Rob turned back to me and frowned, taking my hand. “Scar, we don’t—”

 

I pulled away, so hard when he let me go I hit the wall and jerked with pain as my back hit rock. I shrank from him.

 

“Scarlet!” he said, frowning and confused.

 

I could bare breathe, and Rob came to me, standing before me, hesitant to touch me.

 

Like he thought it were him I didn’t want to be touched by, like he couldn’t see Gisbourne’s ghostly hands reaching out for me, grasping at me.

 

“Locksley!” Winchester shouted down the hall. “Have you—Marian! Come quick, Bess is asking for you.”

 

I pulled round Rob. “Bess?” I asked. “What’s wrong?”

 

He grinned. “She’s having the baby.”

 

My eyes went wide. “What am I meant to do?” I demanded, panicked.

 

He chuckled. “I think she wants a friend there, Marian.”

 

With little idea what I were doing, I went.
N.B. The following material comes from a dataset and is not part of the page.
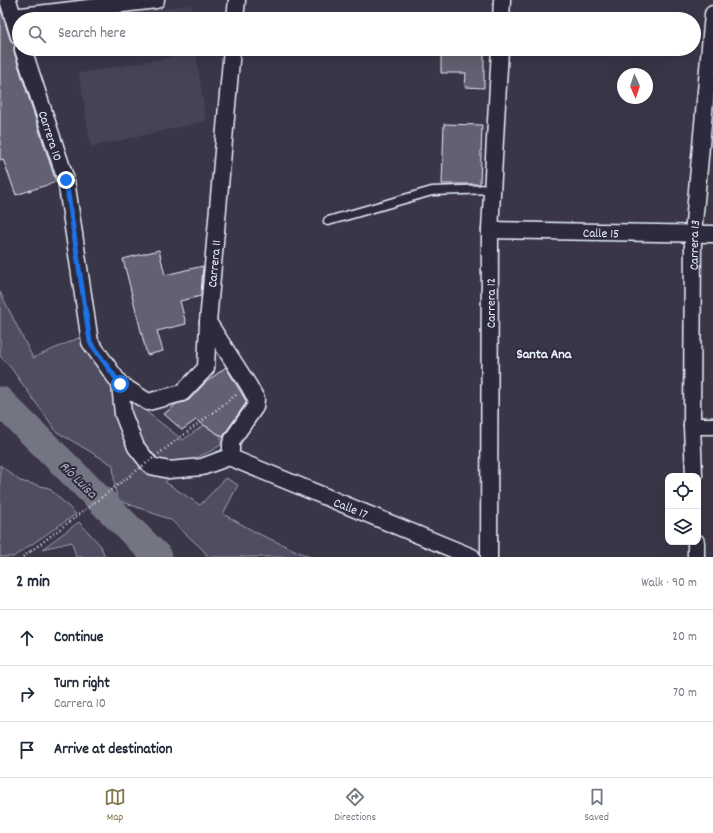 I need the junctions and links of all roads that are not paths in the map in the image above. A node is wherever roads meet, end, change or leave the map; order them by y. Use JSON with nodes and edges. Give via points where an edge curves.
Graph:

Maybe to run from telling Rob so many truths, and maybe because even if I weren’t sure I were yet, I wanted to be Bess’s friend. I wanted to protect that baby from the moment it were alive in the world.

 

 

 

I rushed back to the room I’d left her in. Much were outside, his arms crossed, looking fair tortured and grim. “God, Scarlet . . . ,” he started, shaking his head.

 

Jumping forward, I kissed his cheek. “I’ll take care of her,” I told him. It were a silly promise to make—I didn’t know the first thing about women and babies and care. But I promised it to him because he needed to hear something from his friend.

 

I heard her yell, and Much flinched. I opened the door and went in. Women were in there already, four of them, piling linens and getting water and doing it all without a word.